**REQUIRED WORK**: A verbatim copy of all the data is required, minus any images.

**Data items**:
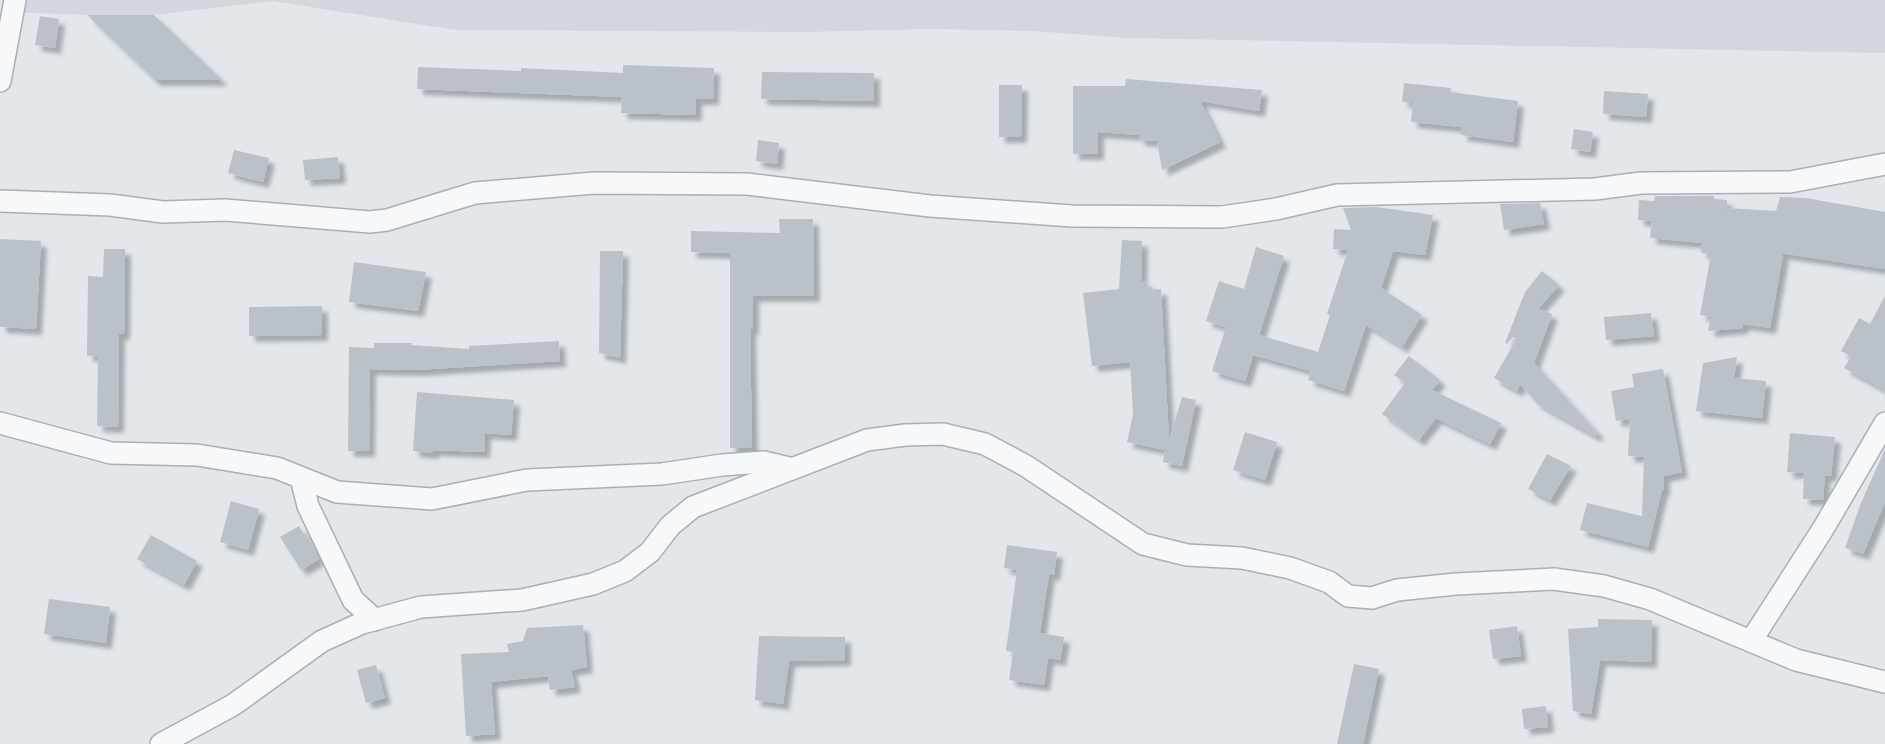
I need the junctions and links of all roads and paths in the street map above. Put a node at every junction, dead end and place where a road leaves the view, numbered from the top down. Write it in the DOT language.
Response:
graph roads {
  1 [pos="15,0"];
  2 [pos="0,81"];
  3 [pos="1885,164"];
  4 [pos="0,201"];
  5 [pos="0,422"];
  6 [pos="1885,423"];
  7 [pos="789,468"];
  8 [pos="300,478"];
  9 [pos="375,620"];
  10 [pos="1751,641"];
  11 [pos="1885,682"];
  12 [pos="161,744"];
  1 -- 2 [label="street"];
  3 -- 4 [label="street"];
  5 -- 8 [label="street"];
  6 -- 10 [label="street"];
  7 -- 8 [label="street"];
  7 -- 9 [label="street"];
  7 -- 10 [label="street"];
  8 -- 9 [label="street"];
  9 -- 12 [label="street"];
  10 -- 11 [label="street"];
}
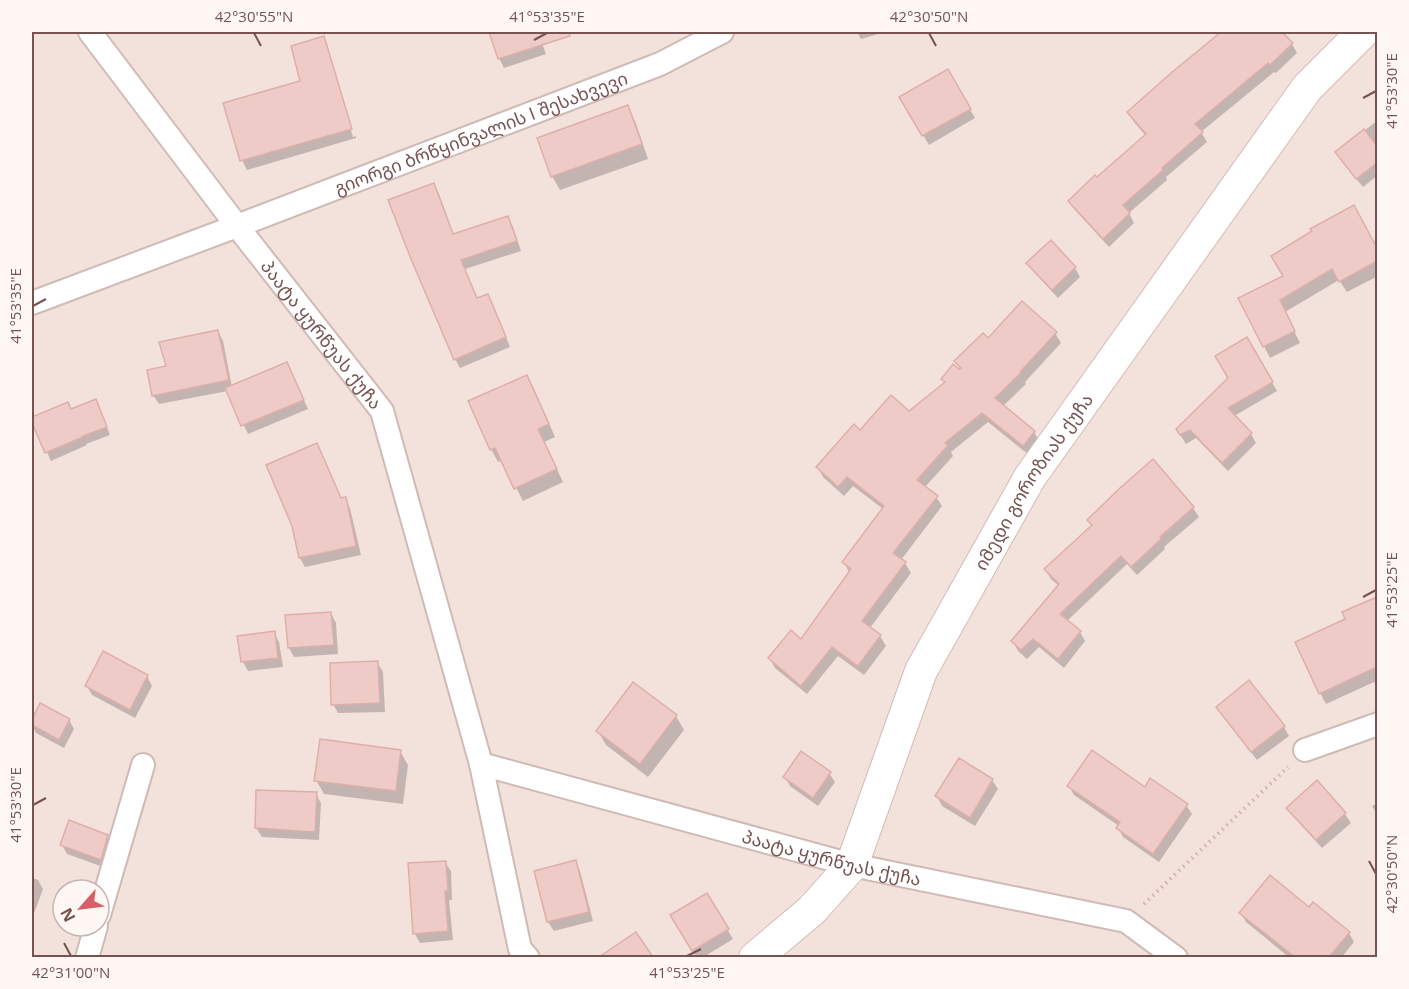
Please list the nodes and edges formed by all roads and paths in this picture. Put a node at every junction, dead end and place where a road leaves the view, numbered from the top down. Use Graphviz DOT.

**SOLUTION FOR THIS PROBLEM**:
I need the junctions and links of all roads and paths in the street map above. Put a node at every junction, dead end and place where a road leaves the view, numbered from the top down. Write it in the DOT language.
Response:
graph roads {
  1 [pos="15,0"];
  2 [pos="0,81"];
  3 [pos="1885,164"];
  4 [pos="0,201"];
  5 [pos="0,422"];
  6 [pos="1885,423"];
  7 [pos="789,468"];
  8 [pos="300,478"];
  9 [pos="375,620"];
  10 [pos="1751,641"];
  11 [pos="1885,682"];
  12 [pos="161,744"];
  1 -- 2 [label="street"];
  3 -- 4 [label="street"];
  5 -- 8 [label="street"];
  6 -- 10 [label="street"];
  7 -- 8 [label="street"];
  7 -- 9 [label="street"];
  7 -- 10 [label="street"];
  8 -- 9 [label="street"];
  9 -- 12 [label="street"];
  10 -- 11 [label="street"];
}
Please list the nodes and edges formed by all roads and paths in this picture. Put a node at every junction, dead end and place where a road leaves the view, numbered from the top down. Use Graphviz DOT.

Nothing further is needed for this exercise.